Brother Sharif, peace and blessings,

I quite agree with your perspective on the Look exposition of the " Confessions of the Murderers of Emmett Till." What troubles me is not the twists and the lies of Roy Bryant and J.W. Milam and the apology for the murder of Emmett Till, but rather Look's editorial justification for its payment of $4,000 to these two low-life murderers. They begin their re-creation of the murderer's perspective by claiming that they are presenting the "real story" -- the "true account" -- of the killing of Emmett Till. But they do not know the truth; they know only the "truth" of the murderers in that Look and its editors were not eye-witnesses to the events that they assist the murderers to construct.

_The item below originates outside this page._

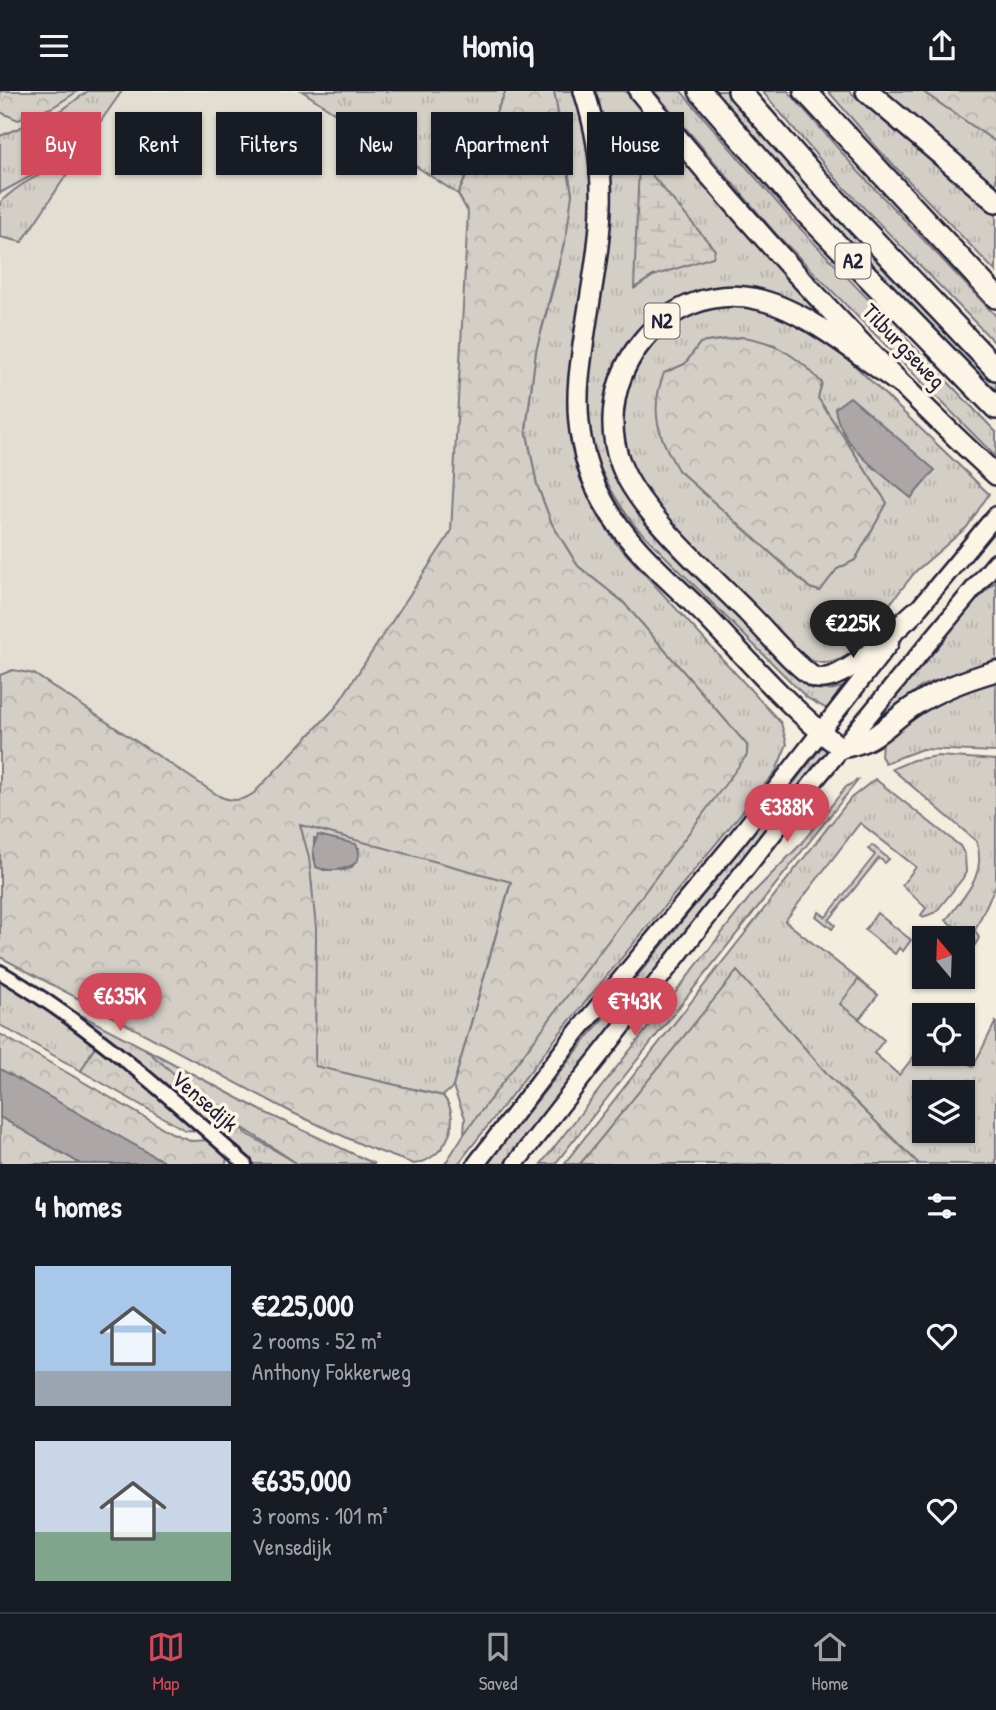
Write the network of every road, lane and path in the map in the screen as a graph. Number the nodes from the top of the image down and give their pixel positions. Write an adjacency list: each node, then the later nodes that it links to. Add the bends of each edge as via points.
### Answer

They become participants in the reconstruction of the murderers' lies and justifications. Thus it is clear to me that the Look story is another form of white persecution of the fourteen-year-old Emmett Till, that these Look editors  by a literary means continue to persecute and justify their persecution of this fourteen-year old boy, and worse, in the most shameless manner. If they wanted to present the story of the murderers in an objective manner they could have done so plainly and in a more efficient manner by a simple question-and-answer process, rather than by this dressed-up literary essay.

All we need do is to look at the face of the murdered Emmett Till to demonstrate that all of things that these murderers claim Emmett did before they put a bullet in his head is an outrageous lie. But surely if we look at the "Letters to the Editor" that this literary essay had its desired effect -- that is, to put a bit of salve on white America's racial guilt.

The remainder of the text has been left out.